The report cites that Bangladesh government, in a bid to curtail further price increases, lowered custom duty on rice from 65.5 per cent to 25 per cent to encourage private sector importers. Albeit the rice imports, price hike could not be controlled.

Former adviser to the caretaker government and food policy expert, AMM Shawkat Ali told Prothom Alo that despite a delay, the government must facilitate rice imports immediately to stock up rice and increase rice supply in the markets.

According to the food ministry, the government has initiated imports of two million tonnes of rice – one million by the government and the rest by the private sector. The private sector has already imported 106,000 tonnes while the public sector has imported 44,000 tonnes of rice.

A meeting was held at the food ministry’s food planning and monitoring unit on Wednesday to review food imports and pricing.

The meeting came up with some decisions including easing shipment of imported rice from India and stringent monitoring on retail market so that rice price would not increase unnecessarily.

Agriculture minister Muhammad Abdur Razzaque reminded the meeting that last year saw a deficit in rice production because of flash floods and other natural calamities. To make up the shortage, we have decided to import of rice, he said. But the import size needs to be rational so that price of paddy would not decrease, causing loss to the local farmers.

Other than FAO, the food ministry also finds that rice imports has minimal impact on the retail rice price.

According to the commerce ministry’s Trading Corporation of Bangladesh (TCB), one kilogram of coarse rice is sold for Tk 48 maximum while the price of medium quality rice and fine rice was raised by Tk 2 per kg last week. The food ministry also has not found rice price decreasing.

Explaining the reasons behind increased rice price, Bangladesh Auto Major and Husking Mill Owners' Association general secretary AKM Layek Ali said that price of paddy is high in the market while the rice importers are not reducing the price. “Price of rice at our mills and the imported ones remain the same, because rice imports have become costlier,” he said.

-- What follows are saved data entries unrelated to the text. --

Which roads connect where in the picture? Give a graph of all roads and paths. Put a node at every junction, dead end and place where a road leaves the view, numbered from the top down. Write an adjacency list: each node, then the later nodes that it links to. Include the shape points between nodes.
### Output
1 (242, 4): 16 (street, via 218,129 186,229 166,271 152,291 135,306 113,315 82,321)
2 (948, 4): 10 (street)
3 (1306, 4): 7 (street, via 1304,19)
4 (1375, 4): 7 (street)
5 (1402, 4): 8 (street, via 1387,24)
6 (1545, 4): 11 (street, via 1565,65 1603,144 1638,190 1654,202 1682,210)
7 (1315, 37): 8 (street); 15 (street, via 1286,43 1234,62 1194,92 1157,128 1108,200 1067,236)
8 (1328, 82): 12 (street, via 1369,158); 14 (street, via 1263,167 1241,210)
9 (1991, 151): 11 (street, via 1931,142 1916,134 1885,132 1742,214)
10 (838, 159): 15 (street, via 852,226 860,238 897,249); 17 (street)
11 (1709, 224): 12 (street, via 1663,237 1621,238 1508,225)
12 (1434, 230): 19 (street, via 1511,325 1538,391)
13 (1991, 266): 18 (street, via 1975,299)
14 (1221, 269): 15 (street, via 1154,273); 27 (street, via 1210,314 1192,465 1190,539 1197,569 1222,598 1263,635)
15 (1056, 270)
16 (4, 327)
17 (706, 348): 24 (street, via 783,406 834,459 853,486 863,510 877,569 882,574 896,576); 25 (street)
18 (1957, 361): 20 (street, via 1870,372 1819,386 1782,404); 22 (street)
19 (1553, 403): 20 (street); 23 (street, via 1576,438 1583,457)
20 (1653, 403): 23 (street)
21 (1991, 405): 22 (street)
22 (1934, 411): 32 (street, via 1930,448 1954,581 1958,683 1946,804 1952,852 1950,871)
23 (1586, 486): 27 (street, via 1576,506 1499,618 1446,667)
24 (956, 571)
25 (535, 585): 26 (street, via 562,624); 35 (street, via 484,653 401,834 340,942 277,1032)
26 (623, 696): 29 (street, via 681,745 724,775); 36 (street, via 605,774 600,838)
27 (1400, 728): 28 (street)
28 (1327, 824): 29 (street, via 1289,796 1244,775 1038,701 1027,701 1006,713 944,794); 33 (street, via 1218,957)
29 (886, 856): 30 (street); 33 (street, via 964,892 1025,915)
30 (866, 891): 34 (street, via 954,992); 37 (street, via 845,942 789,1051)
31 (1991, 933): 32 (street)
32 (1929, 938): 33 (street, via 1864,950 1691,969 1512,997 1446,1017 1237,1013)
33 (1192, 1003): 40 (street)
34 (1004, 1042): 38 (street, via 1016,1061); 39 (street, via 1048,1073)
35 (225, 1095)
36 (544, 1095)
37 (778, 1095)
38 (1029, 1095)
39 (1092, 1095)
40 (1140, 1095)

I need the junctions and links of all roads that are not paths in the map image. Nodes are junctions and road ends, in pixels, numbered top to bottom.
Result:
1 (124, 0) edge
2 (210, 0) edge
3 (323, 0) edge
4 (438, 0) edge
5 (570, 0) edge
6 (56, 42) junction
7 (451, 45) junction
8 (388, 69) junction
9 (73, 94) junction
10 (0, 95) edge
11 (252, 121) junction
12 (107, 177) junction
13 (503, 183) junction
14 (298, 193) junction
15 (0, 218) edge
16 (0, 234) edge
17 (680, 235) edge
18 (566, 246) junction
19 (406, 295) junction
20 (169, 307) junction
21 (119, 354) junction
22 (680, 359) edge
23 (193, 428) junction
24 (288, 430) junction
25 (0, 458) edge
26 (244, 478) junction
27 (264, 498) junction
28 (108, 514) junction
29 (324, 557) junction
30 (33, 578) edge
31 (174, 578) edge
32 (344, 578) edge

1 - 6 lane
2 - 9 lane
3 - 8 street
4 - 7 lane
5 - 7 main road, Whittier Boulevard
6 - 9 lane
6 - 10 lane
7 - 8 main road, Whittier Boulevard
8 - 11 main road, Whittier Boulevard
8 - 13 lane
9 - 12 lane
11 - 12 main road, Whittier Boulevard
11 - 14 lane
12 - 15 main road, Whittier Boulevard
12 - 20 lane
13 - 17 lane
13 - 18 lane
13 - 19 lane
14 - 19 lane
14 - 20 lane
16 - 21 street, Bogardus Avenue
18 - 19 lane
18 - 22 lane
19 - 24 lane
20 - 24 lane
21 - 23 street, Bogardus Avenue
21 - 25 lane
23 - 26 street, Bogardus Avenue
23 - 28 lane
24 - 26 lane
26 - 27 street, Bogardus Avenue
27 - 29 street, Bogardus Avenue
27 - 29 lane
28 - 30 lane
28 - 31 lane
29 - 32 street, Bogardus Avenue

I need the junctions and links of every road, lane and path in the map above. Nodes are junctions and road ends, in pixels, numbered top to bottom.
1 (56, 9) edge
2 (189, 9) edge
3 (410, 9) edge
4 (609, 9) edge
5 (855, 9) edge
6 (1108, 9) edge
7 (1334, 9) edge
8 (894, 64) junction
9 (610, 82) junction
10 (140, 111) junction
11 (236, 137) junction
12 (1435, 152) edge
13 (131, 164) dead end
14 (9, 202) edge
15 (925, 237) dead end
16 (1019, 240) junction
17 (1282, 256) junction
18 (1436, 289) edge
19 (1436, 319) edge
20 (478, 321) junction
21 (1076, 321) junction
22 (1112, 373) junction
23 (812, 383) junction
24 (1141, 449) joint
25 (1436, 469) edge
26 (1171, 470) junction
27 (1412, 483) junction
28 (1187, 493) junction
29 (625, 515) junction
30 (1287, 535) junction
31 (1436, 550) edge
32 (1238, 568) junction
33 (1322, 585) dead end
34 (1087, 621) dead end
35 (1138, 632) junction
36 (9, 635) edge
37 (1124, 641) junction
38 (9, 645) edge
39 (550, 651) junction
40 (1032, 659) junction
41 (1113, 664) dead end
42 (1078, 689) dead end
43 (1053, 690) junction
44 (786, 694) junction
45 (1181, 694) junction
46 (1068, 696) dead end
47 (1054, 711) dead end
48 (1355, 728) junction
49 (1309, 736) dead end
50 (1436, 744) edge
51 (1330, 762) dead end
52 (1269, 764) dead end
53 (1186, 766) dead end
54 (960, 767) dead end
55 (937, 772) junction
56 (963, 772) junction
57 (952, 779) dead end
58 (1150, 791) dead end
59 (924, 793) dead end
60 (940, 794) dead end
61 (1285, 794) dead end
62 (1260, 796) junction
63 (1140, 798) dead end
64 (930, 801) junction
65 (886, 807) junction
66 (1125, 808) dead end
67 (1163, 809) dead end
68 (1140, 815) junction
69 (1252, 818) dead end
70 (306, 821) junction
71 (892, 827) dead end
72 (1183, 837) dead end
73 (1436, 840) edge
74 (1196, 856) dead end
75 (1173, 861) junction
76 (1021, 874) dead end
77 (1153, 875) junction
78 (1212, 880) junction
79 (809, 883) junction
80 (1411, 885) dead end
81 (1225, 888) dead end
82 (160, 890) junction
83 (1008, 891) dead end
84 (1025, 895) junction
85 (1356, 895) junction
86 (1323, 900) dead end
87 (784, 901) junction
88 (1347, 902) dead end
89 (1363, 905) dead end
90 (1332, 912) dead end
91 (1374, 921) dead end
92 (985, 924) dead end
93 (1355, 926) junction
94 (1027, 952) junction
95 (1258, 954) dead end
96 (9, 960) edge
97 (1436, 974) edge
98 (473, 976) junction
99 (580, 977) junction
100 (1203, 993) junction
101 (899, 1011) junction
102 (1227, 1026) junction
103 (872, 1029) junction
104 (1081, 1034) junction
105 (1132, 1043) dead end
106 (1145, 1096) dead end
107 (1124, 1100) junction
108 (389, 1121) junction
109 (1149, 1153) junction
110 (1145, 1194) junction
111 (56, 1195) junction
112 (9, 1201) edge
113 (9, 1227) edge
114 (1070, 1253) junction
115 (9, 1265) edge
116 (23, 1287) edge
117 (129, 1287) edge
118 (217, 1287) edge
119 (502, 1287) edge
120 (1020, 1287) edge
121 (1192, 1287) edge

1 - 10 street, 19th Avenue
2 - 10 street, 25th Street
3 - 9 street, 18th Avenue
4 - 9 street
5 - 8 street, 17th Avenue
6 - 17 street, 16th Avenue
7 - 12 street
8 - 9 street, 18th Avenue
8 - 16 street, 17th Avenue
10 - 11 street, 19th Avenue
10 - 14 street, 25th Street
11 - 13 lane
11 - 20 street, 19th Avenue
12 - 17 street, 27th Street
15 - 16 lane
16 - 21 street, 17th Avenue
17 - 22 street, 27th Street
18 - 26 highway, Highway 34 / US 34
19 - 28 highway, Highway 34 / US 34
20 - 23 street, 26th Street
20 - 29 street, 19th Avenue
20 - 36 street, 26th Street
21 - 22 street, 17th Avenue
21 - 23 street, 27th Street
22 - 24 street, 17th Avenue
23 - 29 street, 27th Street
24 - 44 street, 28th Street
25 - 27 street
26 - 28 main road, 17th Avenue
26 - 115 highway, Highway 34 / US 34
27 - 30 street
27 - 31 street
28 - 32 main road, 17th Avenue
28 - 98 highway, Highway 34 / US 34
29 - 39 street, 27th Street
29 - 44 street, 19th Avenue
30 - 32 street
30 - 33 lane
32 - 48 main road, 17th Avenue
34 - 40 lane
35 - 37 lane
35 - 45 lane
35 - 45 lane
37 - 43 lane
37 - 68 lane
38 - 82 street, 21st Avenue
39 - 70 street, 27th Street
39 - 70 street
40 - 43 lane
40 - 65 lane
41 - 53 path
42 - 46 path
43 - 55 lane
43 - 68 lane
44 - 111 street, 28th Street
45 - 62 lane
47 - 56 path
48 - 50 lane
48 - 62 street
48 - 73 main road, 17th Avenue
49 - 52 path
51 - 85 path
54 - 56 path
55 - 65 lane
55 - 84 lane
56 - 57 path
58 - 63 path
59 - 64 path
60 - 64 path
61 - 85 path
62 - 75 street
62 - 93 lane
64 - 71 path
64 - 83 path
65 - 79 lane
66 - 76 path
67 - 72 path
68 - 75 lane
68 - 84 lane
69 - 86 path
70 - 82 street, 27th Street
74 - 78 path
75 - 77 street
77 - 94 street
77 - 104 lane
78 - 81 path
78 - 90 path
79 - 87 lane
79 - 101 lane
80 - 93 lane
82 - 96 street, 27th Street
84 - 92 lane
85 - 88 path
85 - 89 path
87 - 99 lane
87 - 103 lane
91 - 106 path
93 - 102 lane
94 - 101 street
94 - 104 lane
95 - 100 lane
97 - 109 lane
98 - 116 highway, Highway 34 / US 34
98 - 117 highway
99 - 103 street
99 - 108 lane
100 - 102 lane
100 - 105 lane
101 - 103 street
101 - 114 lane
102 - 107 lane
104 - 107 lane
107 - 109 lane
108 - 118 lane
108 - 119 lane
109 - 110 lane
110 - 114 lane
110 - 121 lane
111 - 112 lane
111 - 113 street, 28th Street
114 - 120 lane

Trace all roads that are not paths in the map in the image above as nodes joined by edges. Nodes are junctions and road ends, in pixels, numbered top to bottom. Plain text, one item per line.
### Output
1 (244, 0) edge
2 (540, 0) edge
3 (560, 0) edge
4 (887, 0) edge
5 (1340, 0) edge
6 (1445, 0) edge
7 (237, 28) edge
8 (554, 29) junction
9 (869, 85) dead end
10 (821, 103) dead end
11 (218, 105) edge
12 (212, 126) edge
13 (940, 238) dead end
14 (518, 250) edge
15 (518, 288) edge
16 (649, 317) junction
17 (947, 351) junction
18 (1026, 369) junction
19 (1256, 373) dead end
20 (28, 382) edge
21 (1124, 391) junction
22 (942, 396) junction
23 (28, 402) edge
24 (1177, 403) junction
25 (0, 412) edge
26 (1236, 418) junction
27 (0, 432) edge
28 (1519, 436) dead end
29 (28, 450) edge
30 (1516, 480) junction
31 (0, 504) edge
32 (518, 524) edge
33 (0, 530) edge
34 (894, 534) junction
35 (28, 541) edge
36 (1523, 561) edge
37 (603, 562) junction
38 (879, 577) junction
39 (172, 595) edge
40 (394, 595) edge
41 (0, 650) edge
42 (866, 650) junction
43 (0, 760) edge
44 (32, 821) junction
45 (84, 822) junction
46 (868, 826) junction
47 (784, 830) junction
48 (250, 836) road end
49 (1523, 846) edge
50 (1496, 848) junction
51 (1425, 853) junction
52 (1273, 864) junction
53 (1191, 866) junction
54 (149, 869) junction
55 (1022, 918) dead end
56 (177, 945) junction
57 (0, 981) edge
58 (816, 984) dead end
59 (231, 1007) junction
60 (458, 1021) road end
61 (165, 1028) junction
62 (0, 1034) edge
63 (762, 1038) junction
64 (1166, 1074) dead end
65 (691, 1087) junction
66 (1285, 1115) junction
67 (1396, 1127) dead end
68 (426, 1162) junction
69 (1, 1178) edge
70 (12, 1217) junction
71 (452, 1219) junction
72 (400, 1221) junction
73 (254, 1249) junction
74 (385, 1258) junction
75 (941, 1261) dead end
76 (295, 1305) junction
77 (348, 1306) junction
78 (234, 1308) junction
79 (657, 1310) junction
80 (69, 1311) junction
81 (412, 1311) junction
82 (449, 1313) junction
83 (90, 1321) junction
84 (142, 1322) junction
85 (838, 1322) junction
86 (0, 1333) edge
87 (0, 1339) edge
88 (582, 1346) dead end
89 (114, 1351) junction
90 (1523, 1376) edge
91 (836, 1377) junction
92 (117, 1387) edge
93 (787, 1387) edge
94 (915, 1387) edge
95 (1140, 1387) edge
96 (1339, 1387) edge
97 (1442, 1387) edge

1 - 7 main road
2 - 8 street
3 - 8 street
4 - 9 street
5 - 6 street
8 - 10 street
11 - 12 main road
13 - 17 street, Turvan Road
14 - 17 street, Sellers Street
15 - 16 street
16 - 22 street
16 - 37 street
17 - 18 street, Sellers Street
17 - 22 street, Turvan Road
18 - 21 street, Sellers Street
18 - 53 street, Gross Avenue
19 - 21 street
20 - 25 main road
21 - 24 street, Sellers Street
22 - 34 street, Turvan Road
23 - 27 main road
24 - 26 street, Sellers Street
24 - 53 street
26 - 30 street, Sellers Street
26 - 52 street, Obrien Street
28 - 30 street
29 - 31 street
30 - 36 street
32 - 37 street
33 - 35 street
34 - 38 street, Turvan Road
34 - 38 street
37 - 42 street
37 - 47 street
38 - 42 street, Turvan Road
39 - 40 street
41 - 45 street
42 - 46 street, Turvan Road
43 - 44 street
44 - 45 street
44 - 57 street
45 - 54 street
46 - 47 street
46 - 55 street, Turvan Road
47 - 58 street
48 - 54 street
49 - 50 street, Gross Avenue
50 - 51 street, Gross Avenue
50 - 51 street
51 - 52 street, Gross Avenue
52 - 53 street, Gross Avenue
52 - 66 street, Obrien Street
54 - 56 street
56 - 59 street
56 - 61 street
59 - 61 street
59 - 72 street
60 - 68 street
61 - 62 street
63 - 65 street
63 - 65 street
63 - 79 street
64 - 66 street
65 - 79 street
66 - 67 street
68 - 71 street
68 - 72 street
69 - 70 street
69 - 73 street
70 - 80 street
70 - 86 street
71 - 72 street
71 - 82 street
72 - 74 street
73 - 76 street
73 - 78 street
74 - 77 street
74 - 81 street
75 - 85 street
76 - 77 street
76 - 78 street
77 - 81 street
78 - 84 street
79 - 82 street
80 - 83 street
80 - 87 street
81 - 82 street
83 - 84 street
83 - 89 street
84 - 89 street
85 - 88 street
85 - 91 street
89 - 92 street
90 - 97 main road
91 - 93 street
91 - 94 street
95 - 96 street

Economists think that the government should expand social safety network for the poor in case rice remains costly in the market.

Former secretary to the agriculture ministry, Anwar Faruque, told Prothom Alo that moves to reduce rice price would not be wise now as the Boro harvesting is approaching soon. It would hurt the farmers. “The government should increase its rice stock and ensure cheap rice for the poor,” he opined.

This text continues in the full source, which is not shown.